--- DATA TO EXAMINE Enclosed Below ---
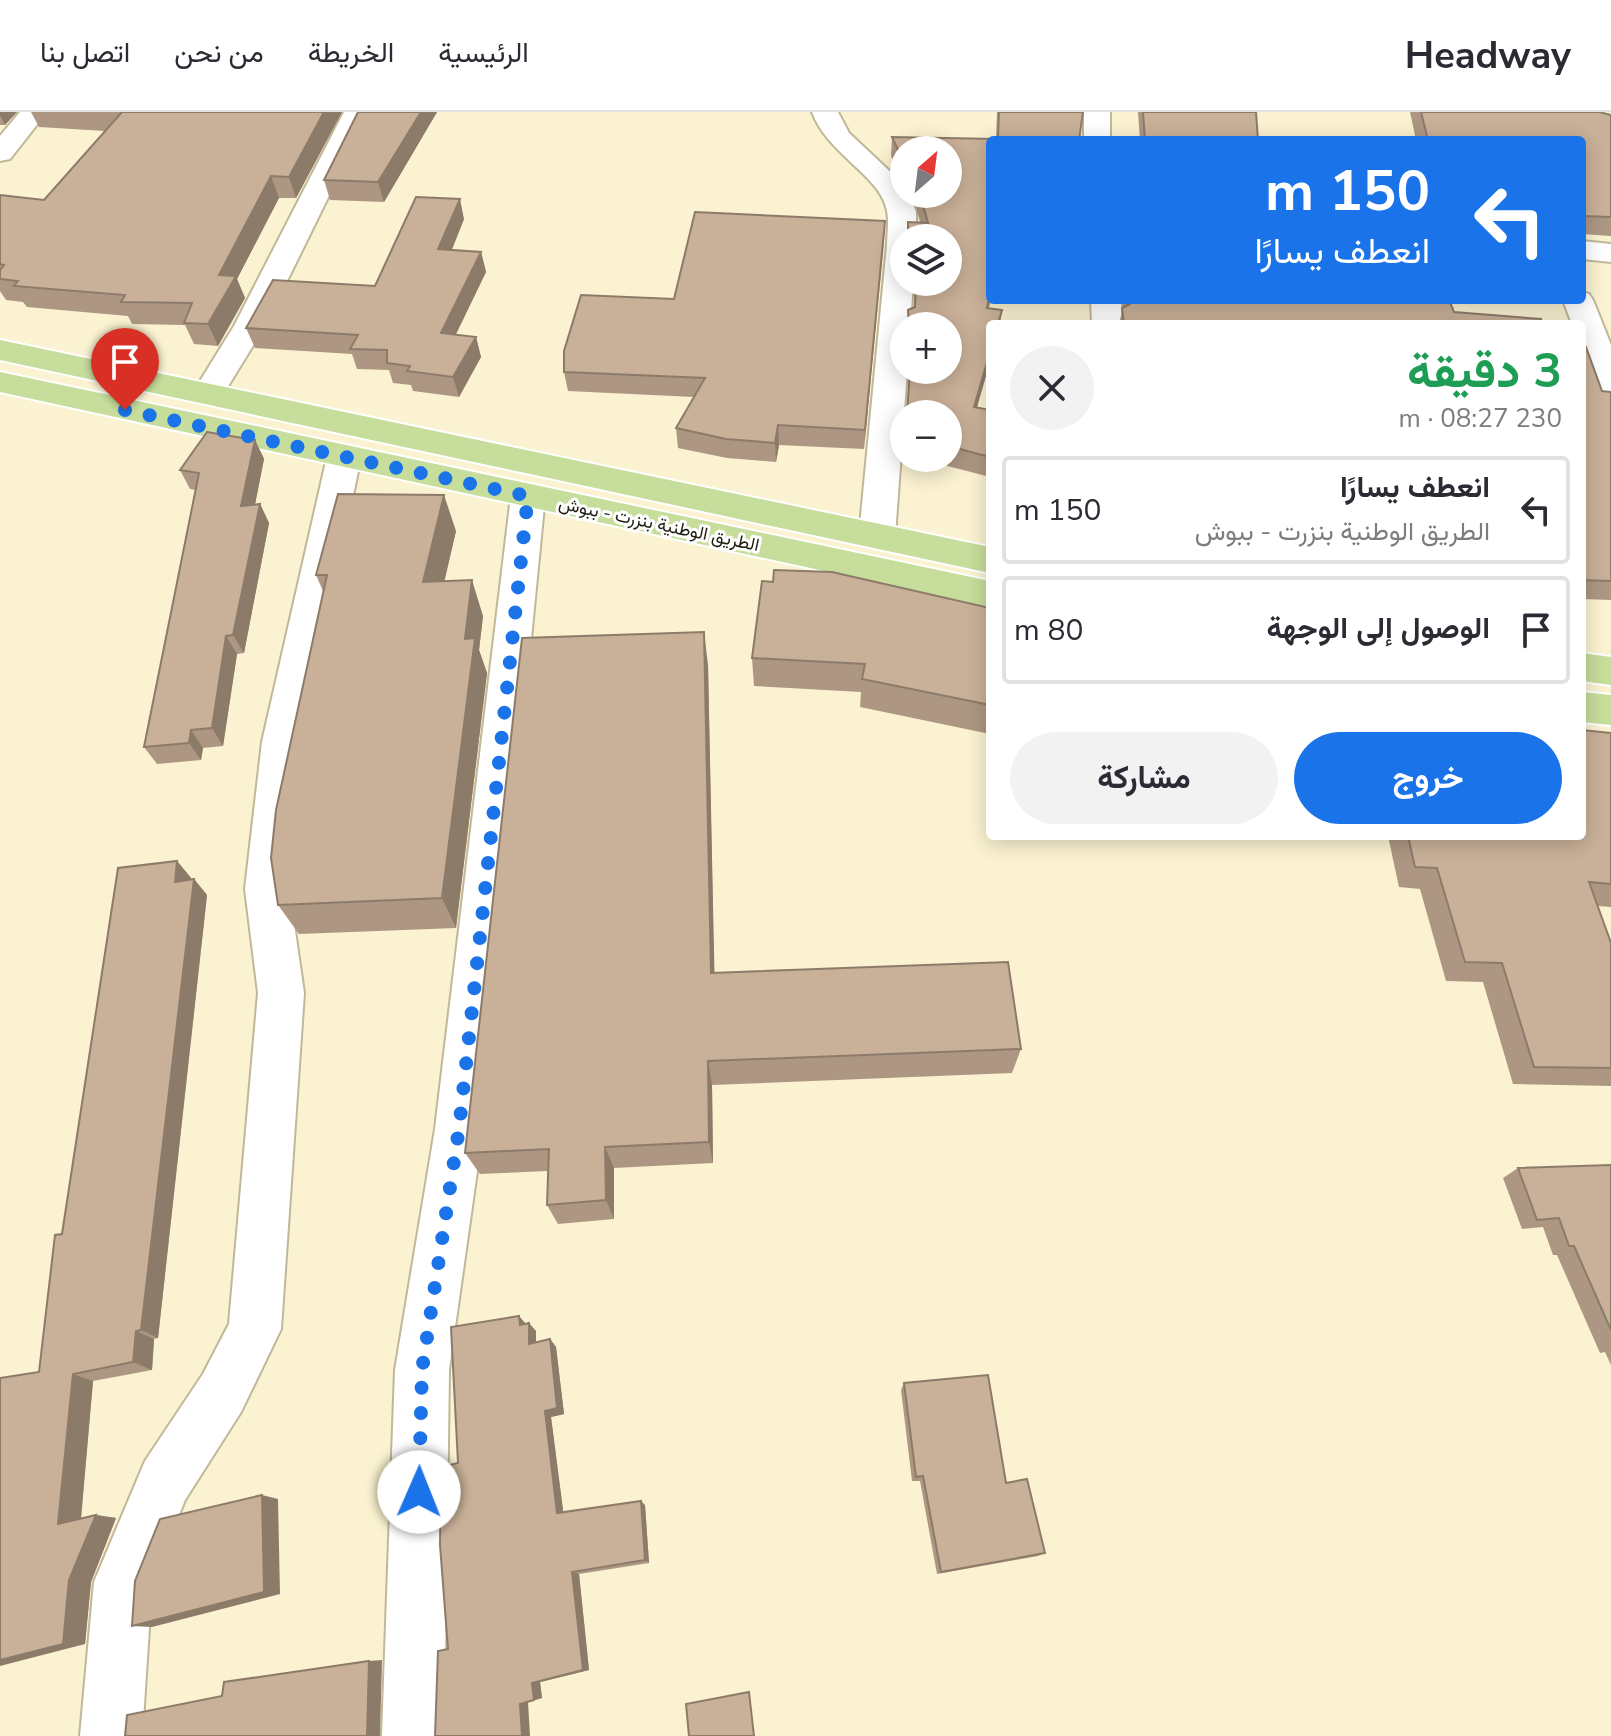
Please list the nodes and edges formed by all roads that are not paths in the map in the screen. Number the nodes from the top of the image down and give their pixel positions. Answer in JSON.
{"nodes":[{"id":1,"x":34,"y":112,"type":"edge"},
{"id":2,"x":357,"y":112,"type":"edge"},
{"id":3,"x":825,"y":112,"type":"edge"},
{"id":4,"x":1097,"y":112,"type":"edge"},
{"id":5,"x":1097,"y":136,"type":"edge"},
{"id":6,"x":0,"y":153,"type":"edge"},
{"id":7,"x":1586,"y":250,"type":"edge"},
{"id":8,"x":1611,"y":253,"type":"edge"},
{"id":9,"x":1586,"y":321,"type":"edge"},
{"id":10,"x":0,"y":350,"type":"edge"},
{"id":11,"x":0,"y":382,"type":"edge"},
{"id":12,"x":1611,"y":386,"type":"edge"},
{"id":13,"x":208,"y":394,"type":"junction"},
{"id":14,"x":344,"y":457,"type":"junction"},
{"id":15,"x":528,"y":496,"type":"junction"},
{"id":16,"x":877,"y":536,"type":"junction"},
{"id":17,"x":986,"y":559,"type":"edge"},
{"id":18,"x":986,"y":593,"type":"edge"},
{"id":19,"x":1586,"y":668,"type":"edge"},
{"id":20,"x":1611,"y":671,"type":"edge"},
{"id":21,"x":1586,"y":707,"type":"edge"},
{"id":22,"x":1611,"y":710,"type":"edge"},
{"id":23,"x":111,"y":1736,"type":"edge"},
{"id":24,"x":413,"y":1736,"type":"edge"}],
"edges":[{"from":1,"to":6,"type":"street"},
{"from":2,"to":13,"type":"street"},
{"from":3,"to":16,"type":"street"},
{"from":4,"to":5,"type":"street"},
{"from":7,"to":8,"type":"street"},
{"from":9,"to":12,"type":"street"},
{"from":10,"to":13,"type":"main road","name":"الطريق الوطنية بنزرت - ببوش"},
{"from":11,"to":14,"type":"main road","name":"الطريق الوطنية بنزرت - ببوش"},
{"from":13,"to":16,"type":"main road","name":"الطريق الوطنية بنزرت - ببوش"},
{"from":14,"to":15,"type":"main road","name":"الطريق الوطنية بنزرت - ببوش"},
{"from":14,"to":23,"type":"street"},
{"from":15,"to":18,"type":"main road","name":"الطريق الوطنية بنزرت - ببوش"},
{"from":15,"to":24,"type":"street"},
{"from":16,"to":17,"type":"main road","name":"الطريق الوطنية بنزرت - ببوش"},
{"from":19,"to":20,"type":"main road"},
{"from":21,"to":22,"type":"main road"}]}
--- End of Enclosed DATA TO EXAMINE ---
_REQUIRED ACTION:_
Tally up the lines of the data above where the string "nodes" appears, and give only the count.

_RESPONSE TO THE EXERCISE:_
2